Subscription Required. Please recommend JoVE to your librarian.

Discussion

In de volgende sectie ligt de primaire focus op de methode zelf; de biologische implicaties van arginine methylatie worden beschreven in de inleiding sectie.

Ten eerste kunnen weefsels van verschillende stijfheid aanpassing van de monsterlyse nodig hebben: cellen uit celkweek (inclusief bacteriën, gist, enz.) en weefsels zoals hersenen, jonge lever, gladde spieren, enz., Kunnen snel worden gehomogeniseerd. Voor weefsels met een hoge stijfheid (inclusief lever van oudere proefpersonen, slagaders, botten, enz.), Moet de homogenisatie tweemaal worden uitgevoerd (zie stap 3.2.3). Toch moet dit proces niet vaker worden voortgezet, zelfs als er enkele onoplosbare overblijfselen overblijven. In plaats daarvan moeten de monsters gedurende 10 minuten worden gecentrifugeerd bij 10.000 x g en moeten de supernatanten worden verzameld voor verdere analyse (om de afbraak van het monster te minimaliseren).

Bij elke stap waarbij monsters worden ingevroren (in eerste instantie, na toevoeging van MeOH, respectievelijk stap 3.3, 3.4 of 3.5) of na lyofilisatie (stappen 4.4 en 6.1), kunnen monsters enkele dagen worden bewaard voor verdere verwerking. Bovendien kan het supernatant uit stap 3.4 (na homogenisatie; aangeduid als "(1)" in figuur 1) ook worden opgeslagen voor verdere analyse, bijvoorbeeld voor het meten van andere metabolieten dan methyl-arginineen 36,37,38.

Aan de ene kant omvatten kritieke stappen monsteropslag, omdat de afbraak van eiwitten de uitkomst kan veranderen.
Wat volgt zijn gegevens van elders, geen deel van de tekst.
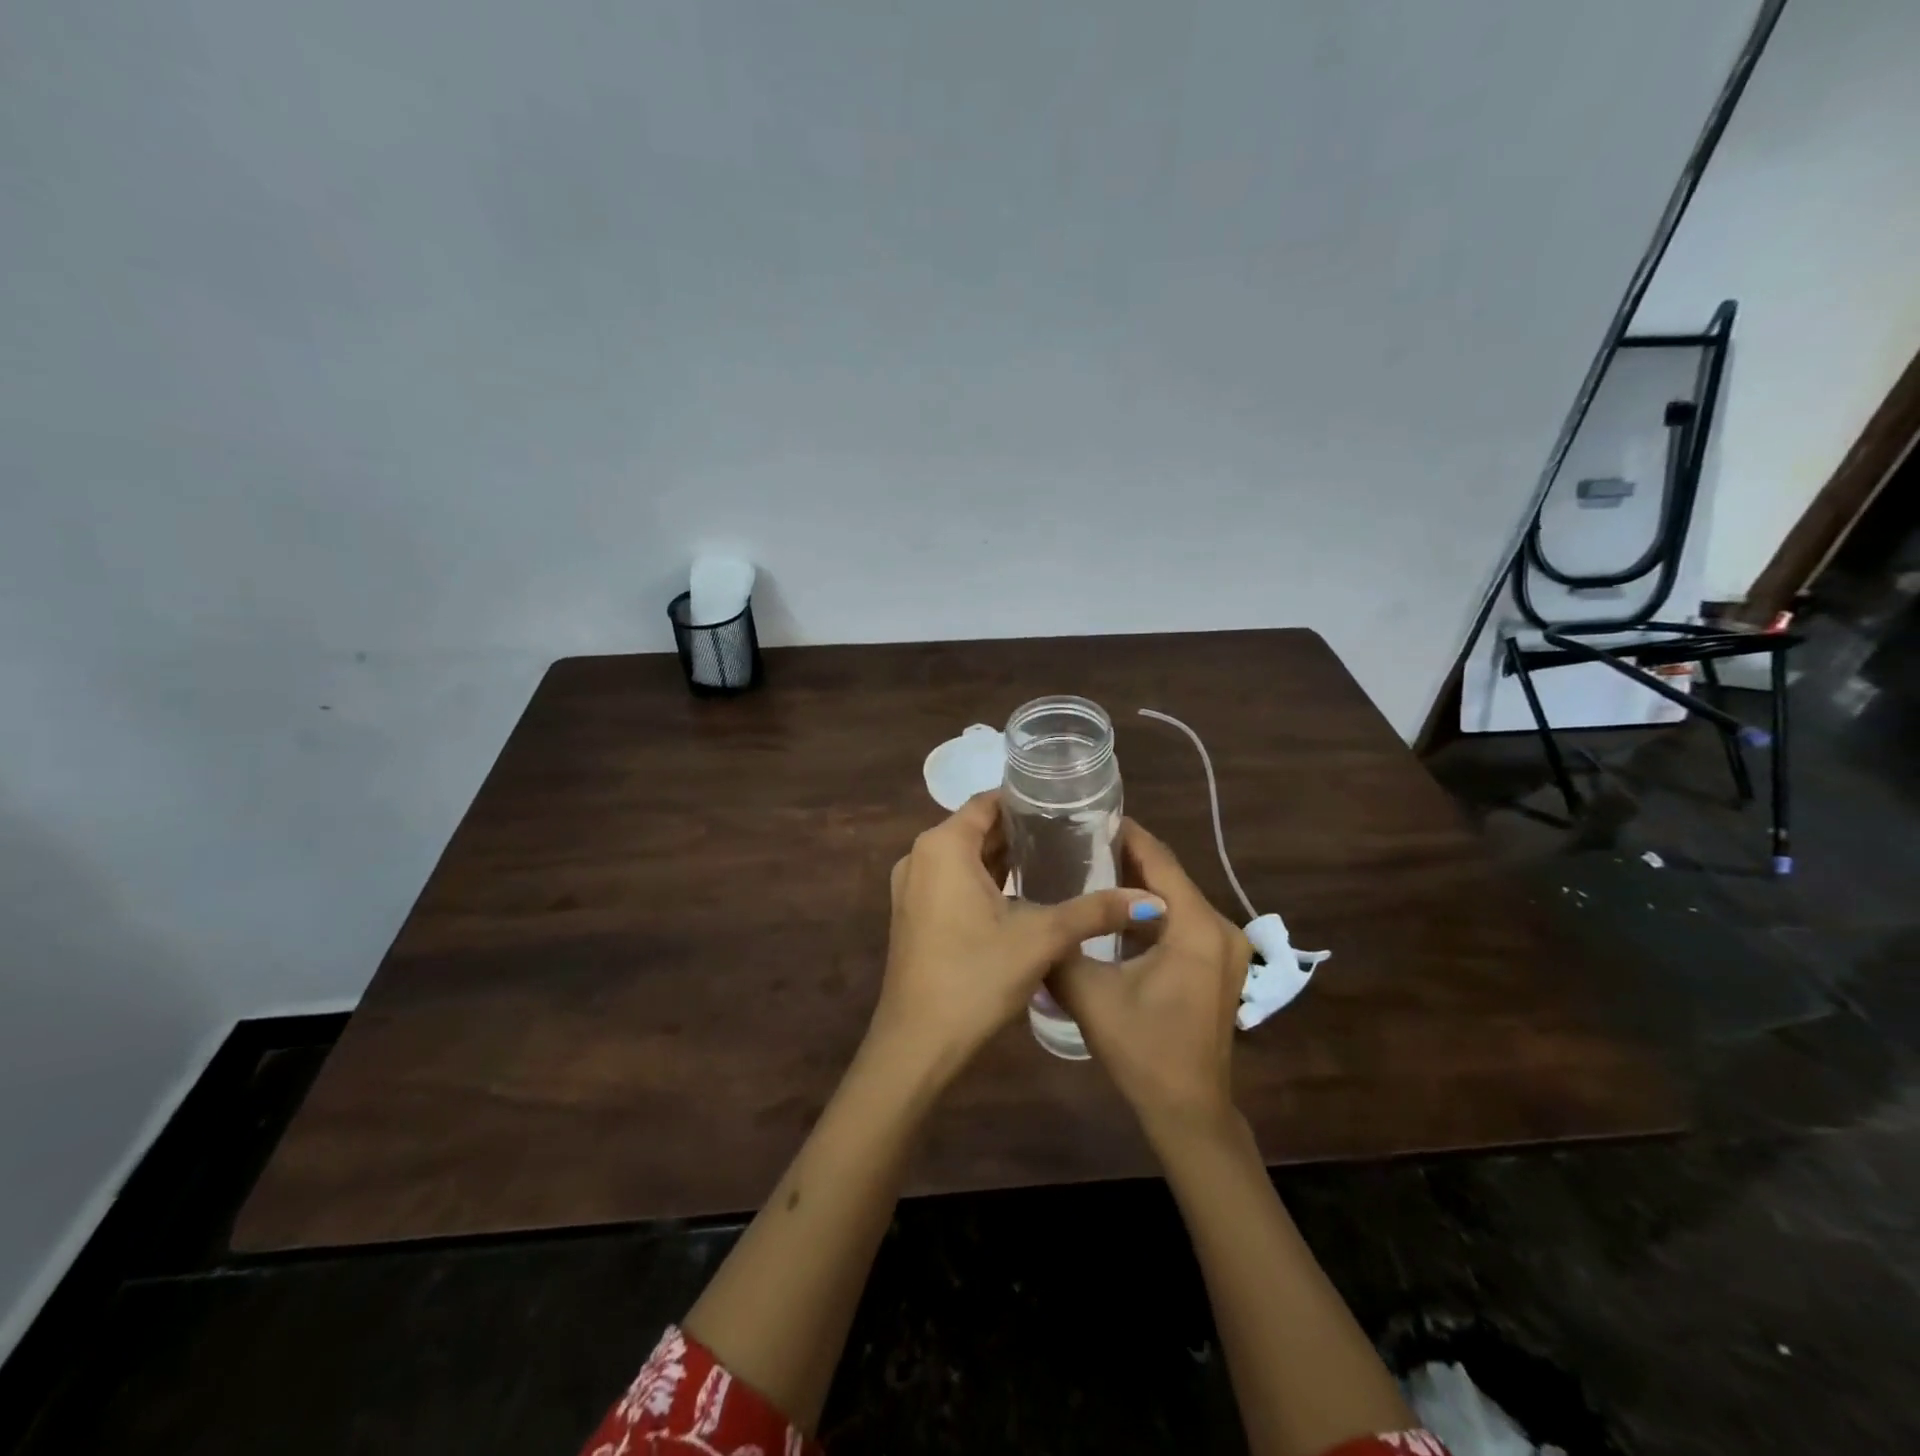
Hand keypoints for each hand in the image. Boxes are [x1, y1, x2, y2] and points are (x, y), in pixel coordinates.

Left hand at [869, 791, 1163, 1082]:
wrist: (917, 1044)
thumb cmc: (976, 977)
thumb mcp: (1041, 938)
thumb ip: (1094, 911)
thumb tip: (1151, 900)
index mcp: (943, 846)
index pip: (988, 802)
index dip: (1026, 801)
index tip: (1066, 806)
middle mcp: (920, 857)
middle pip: (975, 828)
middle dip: (1020, 830)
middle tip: (1071, 833)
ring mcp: (912, 887)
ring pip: (964, 857)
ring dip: (1003, 857)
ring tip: (1055, 858)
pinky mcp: (914, 915)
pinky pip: (953, 881)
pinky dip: (984, 880)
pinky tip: (1022, 894)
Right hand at [1051, 820, 1251, 1134]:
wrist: (1188, 1110)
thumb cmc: (1142, 1048)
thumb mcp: (1089, 993)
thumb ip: (1060, 947)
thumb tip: (1030, 916)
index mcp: (1195, 926)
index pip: (1160, 859)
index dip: (1126, 834)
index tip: (1090, 814)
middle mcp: (1219, 927)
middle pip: (1170, 875)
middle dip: (1127, 855)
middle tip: (1080, 839)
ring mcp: (1224, 948)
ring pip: (1176, 899)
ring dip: (1139, 884)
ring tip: (1090, 866)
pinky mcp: (1217, 965)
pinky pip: (1182, 922)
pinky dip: (1151, 911)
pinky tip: (1116, 911)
Als eiwitafbraak optreedt vóór MeOH-precipitatie, kunnen arginine en zijn methylderivaten worden onderschat. Daarom is het essentieel om monsters op te slaan, bijvoorbeeld voor en na cel- of weefsellysis bij -20 °C of, indien mogelijk, bij -80 °C. Voor of na homogenisatie (stap 3.2) moeten monsters op ijs worden bewaard.

Aan de andere kant verandert methanolvoorbehandeling van monsters om eiwitten neer te slaan het methylatiepatroon van arginine niet. Dit werd getest met lysozym en Escherichia coli eiwitextracten (die geen gemethyleerde arginine bevatten)27. Eerdere rapporten hebben echter aangetoond dat MeOH de terminale carboxylgroepen van glutamaat en aspartaat39 kan methyleren.

Zorg er voor eiwithydrolyse voor dat de afdichtingen van de schroefdoppen intact zijn (stap 4.1). Zo niet, dan kan het verdampen van HCl de droogkamer beïnvloeden. De concentratie van de analyten kan echter niet kritisch worden veranderd, omdat ze niet verdampen en resterende HCl later wordt verdampt door lyofilisatie. Lagere concentraties HCl, bijvoorbeeld 6 mol/L, kunnen worden gebruikt, maar kunnen een langere hydrolysetijd vereisen. Na hydrolyse kunnen monsters bij kamertemperatuur worden behandeld. Een goede verwijdering van lipiden is echter essentieel. Lipiden kunnen later tijdens de NMR-meting bifasische mengsels vormen in water (respectievelijk D2O). Die inhomogeniteiten leiden tot NMR-piekverbreding en beïnvloeden mogelijk de kwaliteit en gevoeligheid van NMR-experimenten.

Als er geen pipetteerrobot beschikbaar is voor SPE, is deze de investering waard (hij kan ook voor andere doeleinden worden gebruikt). De monsters op de SPE pipetteerrobot worden sequentieel verwerkt en in de huidige opstelling duurt één monster ~ 40 minuten voor een volledige run. Vanwege beperkingen van de reagenscapaciteit (d.w.z. 100 ml), kunnen slechts 19 monsters in één keer worden verwerkt (in totaal ~ 13 uur). Toch is de hands-on tijd veel minder dan voor de handmatige SPE-procedure en vereist minder materiaal. Tijdens deze periode kunnen monsters bij kamertemperatuur in de robot worden opgeslagen tot lyofilisatie. Gelijkwaardige producten kunnen de gebruikte SPE-matrices en -cartridges vervangen. Toch is het aan te raden om het SPE-protocol te evalueren en zo nodig aan te passen.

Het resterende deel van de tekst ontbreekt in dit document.